## YOUR INSTRUCTIONS
Among the entries, find the lines with the string "Kazernestraat" and report them.

Saved data entries:
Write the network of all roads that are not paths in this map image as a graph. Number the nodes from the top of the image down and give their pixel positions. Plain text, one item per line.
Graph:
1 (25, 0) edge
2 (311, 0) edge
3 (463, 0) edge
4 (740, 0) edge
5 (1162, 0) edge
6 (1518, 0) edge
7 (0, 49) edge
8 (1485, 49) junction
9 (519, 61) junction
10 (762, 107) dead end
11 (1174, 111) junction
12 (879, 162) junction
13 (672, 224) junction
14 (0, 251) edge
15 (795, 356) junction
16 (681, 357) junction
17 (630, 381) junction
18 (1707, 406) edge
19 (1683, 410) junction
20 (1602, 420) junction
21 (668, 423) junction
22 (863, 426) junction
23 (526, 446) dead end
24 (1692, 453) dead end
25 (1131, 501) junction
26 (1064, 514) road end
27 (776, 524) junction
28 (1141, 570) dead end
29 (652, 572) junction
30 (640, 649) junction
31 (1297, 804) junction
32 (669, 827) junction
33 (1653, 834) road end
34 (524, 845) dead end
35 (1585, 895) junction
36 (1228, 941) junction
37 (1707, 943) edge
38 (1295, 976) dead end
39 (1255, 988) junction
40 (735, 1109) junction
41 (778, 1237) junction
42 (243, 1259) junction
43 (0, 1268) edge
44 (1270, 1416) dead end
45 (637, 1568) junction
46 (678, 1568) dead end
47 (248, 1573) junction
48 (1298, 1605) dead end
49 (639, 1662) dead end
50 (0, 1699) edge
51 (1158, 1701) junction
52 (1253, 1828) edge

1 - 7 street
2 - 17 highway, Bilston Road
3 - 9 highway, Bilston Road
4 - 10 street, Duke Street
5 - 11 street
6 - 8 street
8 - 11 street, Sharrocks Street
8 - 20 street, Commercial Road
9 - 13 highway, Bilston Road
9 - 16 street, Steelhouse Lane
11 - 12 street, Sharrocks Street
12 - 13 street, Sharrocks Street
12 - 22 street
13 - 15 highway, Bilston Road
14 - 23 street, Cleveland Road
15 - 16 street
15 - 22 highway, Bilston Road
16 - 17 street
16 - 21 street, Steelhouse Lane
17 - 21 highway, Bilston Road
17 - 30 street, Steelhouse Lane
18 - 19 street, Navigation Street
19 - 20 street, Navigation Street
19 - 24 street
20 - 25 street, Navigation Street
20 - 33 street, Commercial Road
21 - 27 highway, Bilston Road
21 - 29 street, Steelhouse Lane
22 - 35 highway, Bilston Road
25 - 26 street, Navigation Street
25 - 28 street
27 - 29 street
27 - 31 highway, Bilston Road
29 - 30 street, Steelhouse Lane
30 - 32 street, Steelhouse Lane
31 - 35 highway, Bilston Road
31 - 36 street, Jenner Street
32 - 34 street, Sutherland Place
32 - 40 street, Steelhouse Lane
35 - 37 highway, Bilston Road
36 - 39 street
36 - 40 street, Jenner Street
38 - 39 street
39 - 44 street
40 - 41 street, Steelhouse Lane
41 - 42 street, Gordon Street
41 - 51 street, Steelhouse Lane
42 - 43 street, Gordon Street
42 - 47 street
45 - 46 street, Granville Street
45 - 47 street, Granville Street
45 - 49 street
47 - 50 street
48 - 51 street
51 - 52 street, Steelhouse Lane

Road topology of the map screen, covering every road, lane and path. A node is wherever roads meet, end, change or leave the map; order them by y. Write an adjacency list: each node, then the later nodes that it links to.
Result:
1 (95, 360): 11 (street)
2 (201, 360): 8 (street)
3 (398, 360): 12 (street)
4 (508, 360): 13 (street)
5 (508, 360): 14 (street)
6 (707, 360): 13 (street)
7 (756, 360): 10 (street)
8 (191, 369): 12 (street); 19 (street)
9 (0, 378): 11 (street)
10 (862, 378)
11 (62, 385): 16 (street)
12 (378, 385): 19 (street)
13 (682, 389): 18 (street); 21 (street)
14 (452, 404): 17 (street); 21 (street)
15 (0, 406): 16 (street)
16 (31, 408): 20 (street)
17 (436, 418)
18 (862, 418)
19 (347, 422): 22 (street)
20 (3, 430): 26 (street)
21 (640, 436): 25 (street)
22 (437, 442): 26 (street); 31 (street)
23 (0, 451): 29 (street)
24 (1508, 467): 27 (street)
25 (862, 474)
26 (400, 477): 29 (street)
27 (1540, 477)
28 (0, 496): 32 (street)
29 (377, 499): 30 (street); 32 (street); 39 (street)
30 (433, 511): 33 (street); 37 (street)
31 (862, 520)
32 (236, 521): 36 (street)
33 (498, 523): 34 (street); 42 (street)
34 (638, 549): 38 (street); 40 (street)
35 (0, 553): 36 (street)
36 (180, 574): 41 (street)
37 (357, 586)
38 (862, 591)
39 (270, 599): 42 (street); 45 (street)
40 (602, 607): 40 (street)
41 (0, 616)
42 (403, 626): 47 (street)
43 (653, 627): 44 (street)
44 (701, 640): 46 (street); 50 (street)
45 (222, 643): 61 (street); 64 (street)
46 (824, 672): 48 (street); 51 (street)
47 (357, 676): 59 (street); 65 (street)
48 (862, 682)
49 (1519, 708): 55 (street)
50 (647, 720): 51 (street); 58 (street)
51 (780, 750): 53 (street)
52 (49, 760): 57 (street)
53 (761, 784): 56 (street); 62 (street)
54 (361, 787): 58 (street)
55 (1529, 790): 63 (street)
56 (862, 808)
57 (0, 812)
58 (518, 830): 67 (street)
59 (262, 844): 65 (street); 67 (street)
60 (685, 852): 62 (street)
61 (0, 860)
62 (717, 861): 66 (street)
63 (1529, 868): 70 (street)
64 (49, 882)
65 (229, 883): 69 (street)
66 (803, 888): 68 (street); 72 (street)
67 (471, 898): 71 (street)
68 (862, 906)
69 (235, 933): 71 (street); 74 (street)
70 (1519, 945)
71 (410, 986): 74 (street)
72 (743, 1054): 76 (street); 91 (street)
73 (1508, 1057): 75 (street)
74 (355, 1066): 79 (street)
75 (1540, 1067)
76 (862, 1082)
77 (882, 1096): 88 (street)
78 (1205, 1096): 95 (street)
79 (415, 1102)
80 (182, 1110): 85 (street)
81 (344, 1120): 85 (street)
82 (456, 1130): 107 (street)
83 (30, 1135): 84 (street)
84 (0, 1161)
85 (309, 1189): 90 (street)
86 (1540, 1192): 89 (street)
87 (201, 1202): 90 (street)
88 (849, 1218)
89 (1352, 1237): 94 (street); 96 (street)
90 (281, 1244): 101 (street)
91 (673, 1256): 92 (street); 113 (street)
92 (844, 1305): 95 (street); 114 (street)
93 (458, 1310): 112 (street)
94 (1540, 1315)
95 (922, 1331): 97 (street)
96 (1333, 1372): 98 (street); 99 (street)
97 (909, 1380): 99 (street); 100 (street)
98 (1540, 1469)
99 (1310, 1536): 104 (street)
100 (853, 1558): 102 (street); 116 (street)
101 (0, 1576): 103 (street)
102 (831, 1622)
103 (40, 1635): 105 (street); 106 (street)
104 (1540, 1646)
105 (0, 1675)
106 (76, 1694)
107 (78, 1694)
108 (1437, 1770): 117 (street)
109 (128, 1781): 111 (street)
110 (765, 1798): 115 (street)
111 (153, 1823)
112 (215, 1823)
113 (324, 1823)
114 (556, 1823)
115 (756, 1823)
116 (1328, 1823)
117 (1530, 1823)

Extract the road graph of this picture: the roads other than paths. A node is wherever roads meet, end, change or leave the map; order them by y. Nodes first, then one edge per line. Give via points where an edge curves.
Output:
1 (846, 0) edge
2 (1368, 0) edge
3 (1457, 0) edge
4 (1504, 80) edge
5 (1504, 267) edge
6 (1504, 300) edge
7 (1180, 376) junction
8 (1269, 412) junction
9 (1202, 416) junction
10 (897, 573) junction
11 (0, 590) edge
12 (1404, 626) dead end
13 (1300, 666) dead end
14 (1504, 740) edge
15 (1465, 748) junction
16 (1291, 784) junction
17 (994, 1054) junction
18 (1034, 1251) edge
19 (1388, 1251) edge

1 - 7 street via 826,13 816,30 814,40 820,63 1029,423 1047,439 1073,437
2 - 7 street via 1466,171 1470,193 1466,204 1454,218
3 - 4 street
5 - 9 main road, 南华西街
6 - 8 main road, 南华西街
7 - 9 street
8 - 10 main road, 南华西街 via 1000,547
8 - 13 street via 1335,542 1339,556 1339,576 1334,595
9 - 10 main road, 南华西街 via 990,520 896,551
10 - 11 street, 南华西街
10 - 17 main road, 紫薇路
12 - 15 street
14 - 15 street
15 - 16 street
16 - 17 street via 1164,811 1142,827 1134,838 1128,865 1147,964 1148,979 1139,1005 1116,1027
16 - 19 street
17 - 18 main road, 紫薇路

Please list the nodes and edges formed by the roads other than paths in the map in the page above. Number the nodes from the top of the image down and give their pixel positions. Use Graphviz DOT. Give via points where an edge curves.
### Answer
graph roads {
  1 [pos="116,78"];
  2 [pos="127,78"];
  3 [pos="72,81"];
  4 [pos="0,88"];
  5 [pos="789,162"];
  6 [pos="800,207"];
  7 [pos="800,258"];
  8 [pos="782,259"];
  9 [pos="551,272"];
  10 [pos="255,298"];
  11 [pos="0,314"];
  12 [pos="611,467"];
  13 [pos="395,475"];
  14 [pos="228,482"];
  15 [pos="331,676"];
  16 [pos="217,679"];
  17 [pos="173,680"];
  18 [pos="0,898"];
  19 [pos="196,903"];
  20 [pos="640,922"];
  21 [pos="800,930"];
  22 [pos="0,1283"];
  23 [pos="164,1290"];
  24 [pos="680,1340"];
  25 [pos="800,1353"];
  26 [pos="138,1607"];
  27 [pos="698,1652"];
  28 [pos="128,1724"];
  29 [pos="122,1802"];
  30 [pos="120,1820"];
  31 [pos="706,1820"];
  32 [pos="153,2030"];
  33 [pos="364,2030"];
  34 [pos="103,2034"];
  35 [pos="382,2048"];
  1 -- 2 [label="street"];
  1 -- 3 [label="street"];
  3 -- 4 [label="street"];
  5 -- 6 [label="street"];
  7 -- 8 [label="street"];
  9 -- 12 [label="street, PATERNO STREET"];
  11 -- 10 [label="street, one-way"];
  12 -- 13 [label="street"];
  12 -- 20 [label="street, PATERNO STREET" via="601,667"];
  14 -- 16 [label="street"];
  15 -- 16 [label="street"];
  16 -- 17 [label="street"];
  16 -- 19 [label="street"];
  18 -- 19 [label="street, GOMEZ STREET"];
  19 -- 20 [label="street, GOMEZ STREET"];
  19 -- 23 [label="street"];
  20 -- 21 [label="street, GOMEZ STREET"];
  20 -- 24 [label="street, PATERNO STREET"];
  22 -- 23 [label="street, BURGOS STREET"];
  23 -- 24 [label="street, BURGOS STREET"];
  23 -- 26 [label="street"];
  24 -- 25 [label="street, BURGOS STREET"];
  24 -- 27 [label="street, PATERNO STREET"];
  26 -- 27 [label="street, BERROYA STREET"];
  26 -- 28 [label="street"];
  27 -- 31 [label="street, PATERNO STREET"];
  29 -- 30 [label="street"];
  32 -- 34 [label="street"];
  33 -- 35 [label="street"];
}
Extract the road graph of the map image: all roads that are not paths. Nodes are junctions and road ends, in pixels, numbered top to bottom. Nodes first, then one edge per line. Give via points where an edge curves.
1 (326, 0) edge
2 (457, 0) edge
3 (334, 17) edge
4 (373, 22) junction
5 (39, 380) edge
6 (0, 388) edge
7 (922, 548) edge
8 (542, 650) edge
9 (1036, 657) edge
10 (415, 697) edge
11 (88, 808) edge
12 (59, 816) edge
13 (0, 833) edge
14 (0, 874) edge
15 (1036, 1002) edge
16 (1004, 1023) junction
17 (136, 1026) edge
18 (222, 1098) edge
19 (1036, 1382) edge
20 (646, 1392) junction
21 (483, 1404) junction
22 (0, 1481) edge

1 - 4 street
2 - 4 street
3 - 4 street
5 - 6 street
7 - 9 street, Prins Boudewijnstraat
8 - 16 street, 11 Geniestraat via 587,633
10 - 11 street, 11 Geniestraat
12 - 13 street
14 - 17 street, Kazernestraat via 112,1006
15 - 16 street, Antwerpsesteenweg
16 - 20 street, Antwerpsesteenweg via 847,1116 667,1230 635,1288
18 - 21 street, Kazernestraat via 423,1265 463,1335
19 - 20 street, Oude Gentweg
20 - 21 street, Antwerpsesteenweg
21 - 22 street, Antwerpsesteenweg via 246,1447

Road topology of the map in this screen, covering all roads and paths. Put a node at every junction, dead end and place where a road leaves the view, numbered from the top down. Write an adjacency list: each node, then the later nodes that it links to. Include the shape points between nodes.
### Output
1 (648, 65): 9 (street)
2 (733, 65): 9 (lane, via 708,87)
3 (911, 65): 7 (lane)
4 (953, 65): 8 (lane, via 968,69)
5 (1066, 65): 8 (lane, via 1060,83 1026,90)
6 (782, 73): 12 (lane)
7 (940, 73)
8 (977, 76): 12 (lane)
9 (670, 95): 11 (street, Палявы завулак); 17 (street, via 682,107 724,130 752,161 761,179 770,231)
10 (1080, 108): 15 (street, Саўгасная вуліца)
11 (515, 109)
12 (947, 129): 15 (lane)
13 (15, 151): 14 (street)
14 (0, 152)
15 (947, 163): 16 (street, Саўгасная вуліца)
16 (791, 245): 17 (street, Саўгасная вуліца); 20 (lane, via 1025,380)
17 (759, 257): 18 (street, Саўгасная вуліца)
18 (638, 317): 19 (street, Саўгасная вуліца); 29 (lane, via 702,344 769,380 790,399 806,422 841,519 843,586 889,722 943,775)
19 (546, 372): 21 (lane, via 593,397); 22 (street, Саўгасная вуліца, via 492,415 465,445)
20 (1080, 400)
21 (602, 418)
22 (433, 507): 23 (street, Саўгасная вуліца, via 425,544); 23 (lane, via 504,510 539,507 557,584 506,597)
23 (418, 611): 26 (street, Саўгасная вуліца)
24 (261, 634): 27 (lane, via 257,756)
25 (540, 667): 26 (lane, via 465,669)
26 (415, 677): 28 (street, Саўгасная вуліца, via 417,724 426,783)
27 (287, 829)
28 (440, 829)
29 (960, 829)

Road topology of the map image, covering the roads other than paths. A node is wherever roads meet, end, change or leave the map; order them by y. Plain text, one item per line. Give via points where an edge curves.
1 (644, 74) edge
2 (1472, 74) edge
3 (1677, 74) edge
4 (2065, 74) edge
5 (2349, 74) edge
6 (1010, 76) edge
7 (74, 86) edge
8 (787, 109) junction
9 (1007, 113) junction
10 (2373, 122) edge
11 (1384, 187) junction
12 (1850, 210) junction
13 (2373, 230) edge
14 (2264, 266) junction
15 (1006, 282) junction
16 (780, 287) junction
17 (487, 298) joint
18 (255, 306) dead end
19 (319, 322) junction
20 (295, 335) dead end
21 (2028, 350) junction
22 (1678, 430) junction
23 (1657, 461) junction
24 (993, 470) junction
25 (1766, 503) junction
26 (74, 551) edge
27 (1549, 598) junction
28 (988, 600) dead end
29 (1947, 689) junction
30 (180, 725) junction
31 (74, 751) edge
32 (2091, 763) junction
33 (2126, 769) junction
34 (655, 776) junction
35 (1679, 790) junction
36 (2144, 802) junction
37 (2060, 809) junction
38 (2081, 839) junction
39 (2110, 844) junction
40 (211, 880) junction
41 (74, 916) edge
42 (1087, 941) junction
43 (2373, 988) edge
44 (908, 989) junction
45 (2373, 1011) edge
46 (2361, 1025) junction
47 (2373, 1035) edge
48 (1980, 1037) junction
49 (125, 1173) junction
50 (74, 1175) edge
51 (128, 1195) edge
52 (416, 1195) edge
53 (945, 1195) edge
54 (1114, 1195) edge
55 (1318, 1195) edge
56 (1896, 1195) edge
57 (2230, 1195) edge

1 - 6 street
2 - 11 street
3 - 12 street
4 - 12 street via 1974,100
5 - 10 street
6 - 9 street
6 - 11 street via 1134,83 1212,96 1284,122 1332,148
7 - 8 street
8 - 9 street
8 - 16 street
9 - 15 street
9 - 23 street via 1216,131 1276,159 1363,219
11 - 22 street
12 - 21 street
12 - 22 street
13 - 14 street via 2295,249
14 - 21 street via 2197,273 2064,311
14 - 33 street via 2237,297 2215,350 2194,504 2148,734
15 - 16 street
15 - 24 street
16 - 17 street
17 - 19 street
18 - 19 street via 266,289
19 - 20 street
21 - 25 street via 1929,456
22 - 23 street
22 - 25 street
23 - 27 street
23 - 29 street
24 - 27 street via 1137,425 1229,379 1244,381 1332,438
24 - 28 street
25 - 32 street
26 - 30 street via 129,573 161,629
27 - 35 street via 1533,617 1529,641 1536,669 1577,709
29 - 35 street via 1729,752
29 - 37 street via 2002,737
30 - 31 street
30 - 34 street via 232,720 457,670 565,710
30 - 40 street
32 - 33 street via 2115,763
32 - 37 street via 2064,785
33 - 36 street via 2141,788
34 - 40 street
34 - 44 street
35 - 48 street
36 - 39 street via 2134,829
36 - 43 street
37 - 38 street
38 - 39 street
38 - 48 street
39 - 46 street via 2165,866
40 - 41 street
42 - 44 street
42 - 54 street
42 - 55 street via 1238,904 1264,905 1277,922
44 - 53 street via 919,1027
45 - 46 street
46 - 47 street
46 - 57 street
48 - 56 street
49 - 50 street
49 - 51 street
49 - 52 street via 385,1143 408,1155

## ANSWER FOR THE TASK
14 - 17 street, Kazernestraat via 112,1006
18 - 21 street, Kazernestraat via 423,1265 463,1335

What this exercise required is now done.